__TASK DETAILS__
Would you transcribe the records below exactly, omitting every picture?

Collected data entries:

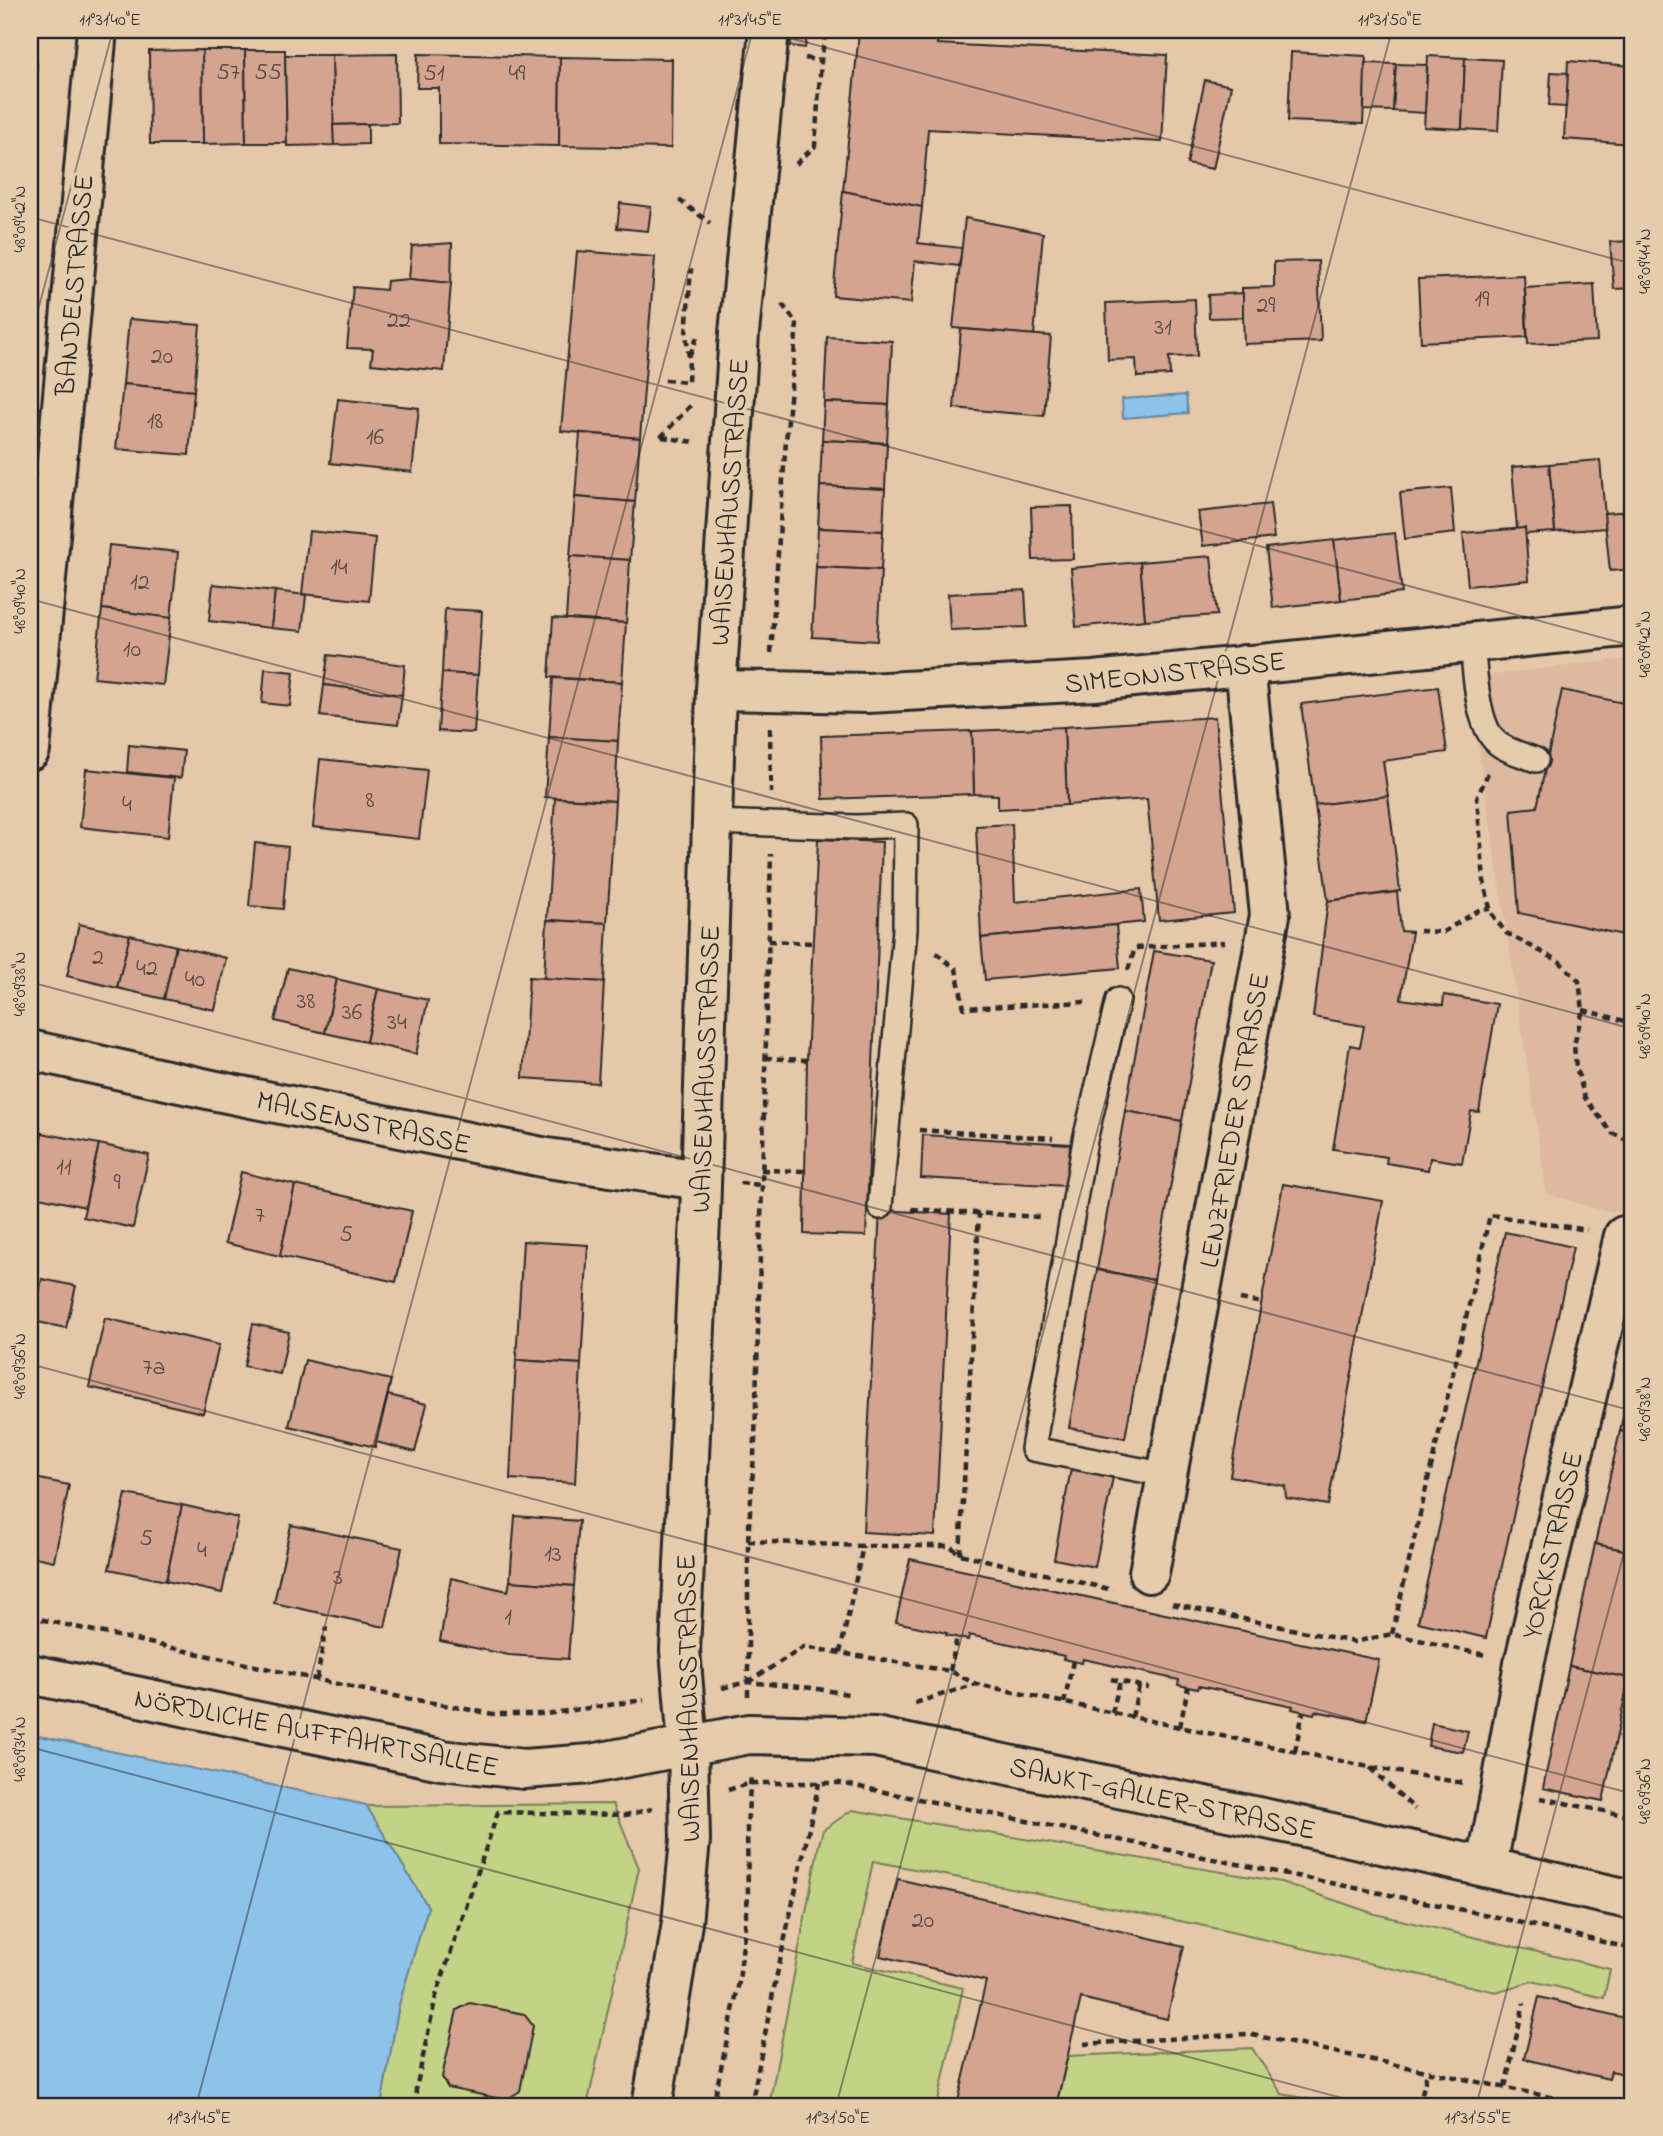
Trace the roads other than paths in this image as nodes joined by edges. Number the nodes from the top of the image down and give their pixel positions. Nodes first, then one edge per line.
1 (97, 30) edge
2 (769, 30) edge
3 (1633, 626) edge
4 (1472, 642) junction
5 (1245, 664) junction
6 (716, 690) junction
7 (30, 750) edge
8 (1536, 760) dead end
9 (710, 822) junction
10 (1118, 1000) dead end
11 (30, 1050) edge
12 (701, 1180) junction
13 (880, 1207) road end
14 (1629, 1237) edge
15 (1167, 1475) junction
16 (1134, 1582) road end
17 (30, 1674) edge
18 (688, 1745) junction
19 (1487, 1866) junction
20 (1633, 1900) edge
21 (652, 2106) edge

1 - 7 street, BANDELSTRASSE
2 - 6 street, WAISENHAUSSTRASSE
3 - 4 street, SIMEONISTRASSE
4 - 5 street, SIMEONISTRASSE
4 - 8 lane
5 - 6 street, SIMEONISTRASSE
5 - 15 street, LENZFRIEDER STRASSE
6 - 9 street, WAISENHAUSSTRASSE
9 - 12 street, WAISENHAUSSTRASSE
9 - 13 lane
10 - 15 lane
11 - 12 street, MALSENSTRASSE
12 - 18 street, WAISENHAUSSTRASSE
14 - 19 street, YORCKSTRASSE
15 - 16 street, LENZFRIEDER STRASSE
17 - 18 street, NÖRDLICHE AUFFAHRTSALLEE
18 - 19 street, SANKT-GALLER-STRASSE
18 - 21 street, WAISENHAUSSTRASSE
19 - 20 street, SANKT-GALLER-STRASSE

__SOLUTION FOR THIS EXERCISE__
Trace the roads other than paths in this image as nodes joined by edges. Number the nodes from the top of the image down and give their pixel positions. Nodes first, then one edge per line.
1 (97, 30) edge
2 (769, 30) edge
3 (1633, 626) edge
4 (1472, 642) junction
5 (1245, 664) junction
6 (716, 690) junction
7 (30, 750) edge
8 (1536, 760) dead end
9 (710, 822) junction
10 (1118, 1000) dead end
11 (30, 1050) edge
12 (701, 1180) junction
13 (880, 1207) road end
14 (1629, 1237) edge
15 (1167, 1475) junction
16 (1134, 1582) road end
17 (30, 1674) edge
18 (688, 1745) junction
19 (1487, 1866) junction
20 (1633, 1900) edge
21 (652, 2106) edge

1 - 7 street, BANDELSTRASSE
2 - 6 street, WAISENHAUSSTRASSE
3 - 4 street, SIMEONISTRASSE
4 - 5 street, SIMEONISTRASSE
4 - 8 lane
5 - 6 street, SIMEONISTRASSE
5 - 15 street, LENZFRIEDER STRASSE
6 - 9 street, WAISENHAUSSTRASSE
9 - 12 street, WAISENHAUSSTRASSE
9 - 13 lane
10 - 15 lane
11 - 12 street, MALSENSTRASSE
12 - 18 street, WAISENHAUSSTRASSE
14 - 19 street, YORCKSTRASSE
15 - 16 street, LENZFRIEDER STRASSE
17 - 18 street, NÖRDLICHE AUFFAHRTSALLEE
18 - 19 street, SANKT-GALLER-STRASSE
18 - 21 street, WAISENHAUSSTRASSE
19 - 20 street, SANKT-GALLER-STRASSE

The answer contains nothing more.